Diabetes: Prevenção e Controle

Todo mundo conhece pelo menos uma pessoa com diabetes. Apesar disso, sintomas clássicos da doença são ignorados, o que gera descuidos capazes de levar a sequelas irreversíveis aos portadores. Para ampliar a conscientização e oferecer atendimento gratuito, o Hospital da Gamboa abre as portas à comunidade neste sábado, 19 de setembro, das 9h às 15h, com uma equipe multidisciplinar de médicos e enfermeiros.

Pacientes sob suspeita de diabetes ou mesmo já diagnosticados passam por consulta inicial com endocrinologistas para encaminhamento a especialistas no mesmo dia. Oftalmologistas, ortopedistas, cirurgiões vasculares e otorrinolaringologistas de plantão atendem cada caso. No dia, além de consultas, o visitante pode participar de palestras e fazer exames. “O paciente com dificuldade de cuidar de seu problema terá a oportunidade de conhecer o Hospital da Gamboa e se consultar com equipe altamente qualificada para, a partir daí, começar tratamento específico do quadro médico”, convida Arthur Bastos, diretor -médico do Hospital.

O diabetes é classificado por dois tipos. Com origem autoimune, o tipo 1 se caracteriza por deficiência na produção de insulina e se apresenta, com mais frequência, em crianças e jovens. O tipo 2 é conhecido como a “resistência insulínica”, com produção normal de insulina que se torna inadequada pois o corpo não consegue utilizá-la de maneira correta. “Desde o início, o tratamento do tipo 1 utiliza reposição de insulina. No tipo 2, associado a idade avançada e obesidade, não há necessariamente a obrigatoriedade da insulina, com administração de comprimidos em um primeiro momento”, detalha a endocrinologista Larissa Rosa, que participará do evento no sábado.
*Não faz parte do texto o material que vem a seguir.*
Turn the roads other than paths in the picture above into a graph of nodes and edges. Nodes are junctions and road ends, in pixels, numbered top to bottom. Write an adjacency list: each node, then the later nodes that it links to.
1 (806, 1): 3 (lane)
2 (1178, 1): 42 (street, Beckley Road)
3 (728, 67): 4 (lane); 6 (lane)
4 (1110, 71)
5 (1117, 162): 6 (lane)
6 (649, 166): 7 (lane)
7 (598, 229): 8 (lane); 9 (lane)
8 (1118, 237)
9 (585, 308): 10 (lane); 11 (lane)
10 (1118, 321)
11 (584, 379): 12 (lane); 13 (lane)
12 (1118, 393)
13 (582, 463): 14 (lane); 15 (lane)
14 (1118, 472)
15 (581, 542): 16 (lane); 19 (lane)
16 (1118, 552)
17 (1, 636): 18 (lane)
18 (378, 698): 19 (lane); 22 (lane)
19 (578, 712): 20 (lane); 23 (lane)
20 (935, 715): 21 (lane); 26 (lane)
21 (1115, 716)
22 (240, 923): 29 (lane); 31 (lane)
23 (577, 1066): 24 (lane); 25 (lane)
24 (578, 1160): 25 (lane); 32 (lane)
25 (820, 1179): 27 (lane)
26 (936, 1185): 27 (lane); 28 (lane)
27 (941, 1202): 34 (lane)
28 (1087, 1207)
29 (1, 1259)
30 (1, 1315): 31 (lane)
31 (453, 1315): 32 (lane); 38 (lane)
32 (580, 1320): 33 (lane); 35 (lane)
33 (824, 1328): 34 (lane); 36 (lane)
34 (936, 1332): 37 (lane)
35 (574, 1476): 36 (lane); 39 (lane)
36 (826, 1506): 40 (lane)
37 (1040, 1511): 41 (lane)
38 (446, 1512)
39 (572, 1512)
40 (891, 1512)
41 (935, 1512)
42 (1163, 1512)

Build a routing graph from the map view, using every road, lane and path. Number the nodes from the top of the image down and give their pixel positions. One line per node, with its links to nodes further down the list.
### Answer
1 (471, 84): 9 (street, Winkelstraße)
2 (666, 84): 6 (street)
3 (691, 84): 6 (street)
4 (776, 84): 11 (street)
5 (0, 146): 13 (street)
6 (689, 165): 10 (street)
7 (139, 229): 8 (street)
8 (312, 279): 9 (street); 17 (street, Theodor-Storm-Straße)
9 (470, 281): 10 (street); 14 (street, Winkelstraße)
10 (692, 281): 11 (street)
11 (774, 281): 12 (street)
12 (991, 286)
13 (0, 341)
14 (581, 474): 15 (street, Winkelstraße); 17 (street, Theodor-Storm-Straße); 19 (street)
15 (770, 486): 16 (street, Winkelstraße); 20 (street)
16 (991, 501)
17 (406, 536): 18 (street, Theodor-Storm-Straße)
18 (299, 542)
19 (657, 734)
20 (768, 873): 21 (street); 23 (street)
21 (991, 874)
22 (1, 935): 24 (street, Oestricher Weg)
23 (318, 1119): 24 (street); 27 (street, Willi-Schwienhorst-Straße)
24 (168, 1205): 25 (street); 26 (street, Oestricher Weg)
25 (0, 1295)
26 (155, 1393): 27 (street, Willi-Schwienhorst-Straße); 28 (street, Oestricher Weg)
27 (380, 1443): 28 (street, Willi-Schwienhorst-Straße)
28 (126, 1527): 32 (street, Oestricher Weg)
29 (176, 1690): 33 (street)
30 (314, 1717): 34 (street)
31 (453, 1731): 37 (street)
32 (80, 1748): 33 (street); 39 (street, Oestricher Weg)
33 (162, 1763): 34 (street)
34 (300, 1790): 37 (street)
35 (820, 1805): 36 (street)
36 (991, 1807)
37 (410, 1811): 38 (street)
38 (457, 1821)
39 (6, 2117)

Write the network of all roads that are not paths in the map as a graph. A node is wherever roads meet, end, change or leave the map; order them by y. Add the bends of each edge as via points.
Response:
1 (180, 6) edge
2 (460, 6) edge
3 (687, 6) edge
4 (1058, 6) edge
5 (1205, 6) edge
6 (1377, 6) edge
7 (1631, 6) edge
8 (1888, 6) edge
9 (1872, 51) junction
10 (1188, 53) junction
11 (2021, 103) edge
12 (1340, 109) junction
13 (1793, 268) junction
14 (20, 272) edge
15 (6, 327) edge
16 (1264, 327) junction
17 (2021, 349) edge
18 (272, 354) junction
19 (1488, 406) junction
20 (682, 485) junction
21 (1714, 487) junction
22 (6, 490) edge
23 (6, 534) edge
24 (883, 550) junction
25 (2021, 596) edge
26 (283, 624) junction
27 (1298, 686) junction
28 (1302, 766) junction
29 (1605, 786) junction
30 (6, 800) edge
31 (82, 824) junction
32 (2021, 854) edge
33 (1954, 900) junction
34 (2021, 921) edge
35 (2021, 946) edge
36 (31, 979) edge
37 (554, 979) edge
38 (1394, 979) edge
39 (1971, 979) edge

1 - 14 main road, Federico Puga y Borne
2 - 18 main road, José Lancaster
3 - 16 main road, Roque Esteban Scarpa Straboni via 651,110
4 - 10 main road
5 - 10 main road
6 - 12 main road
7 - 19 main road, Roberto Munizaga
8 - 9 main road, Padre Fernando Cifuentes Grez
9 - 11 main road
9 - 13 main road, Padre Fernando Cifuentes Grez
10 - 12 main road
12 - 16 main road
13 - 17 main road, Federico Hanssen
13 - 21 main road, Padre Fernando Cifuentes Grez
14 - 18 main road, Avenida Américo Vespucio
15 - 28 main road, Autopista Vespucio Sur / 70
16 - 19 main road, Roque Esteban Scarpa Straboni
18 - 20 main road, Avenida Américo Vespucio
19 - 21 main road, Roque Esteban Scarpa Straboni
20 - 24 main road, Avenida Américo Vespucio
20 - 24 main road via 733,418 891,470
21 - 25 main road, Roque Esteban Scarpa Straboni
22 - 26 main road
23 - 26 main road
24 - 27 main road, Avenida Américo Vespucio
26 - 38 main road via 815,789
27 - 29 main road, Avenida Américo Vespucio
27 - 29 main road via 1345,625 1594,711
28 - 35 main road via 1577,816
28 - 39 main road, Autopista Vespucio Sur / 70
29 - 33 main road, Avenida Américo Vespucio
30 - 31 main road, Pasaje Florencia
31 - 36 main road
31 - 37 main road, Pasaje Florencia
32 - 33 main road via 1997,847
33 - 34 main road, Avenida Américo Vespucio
Cegueira e amputação são as principais consequências da diabetes. Se a doença não for tratada de forma adequada, podem surgir complicações como retinopatia [problema na visão causado pelo excesso prolongado de açúcar no sangue], nefropatia [alteração nos vasos sanguíneos dos rins que leva à perda de proteína pela urina], neuropatia [distúrbio nervoso causado pelo diabetes], pé diabético [área machucada ou infeccionada nos pés que desenvolve ferida de difícil cicatrização], infarto e acidente vascular cerebral (AVC). “A diabetes é inflamatória, vai lesando tudo, não escapam as partes circulatória e nervosa. O primeiro local atingido são os nervos terminais. O paciente perde a sensibilidade”, explica o cirurgião vascular Marcello Rotolo.

Rodrigo Sasson, médico ortopedista do Hospital da Gamboa, explica o que pode ocorrer em pacientes. “O caso do pé diabético, por exemplo, é como uma bola de neve. Começa com o quadro não controlad o em que, na maioria das vezes, o paciente não se dá conta de que a ferida no pé está relacionad a à doença . Se não for tratada, não vai fechar”, alerta Rodrigo Sasson. Fome excessiva com perda de peso, vontade de urinar muitas vezes à noite, sede, cansaço, fraqueza e desânimo são sintomas da doença. Para quem se identifica com um ou mais sintomas, sábado é o dia de tirar a prova.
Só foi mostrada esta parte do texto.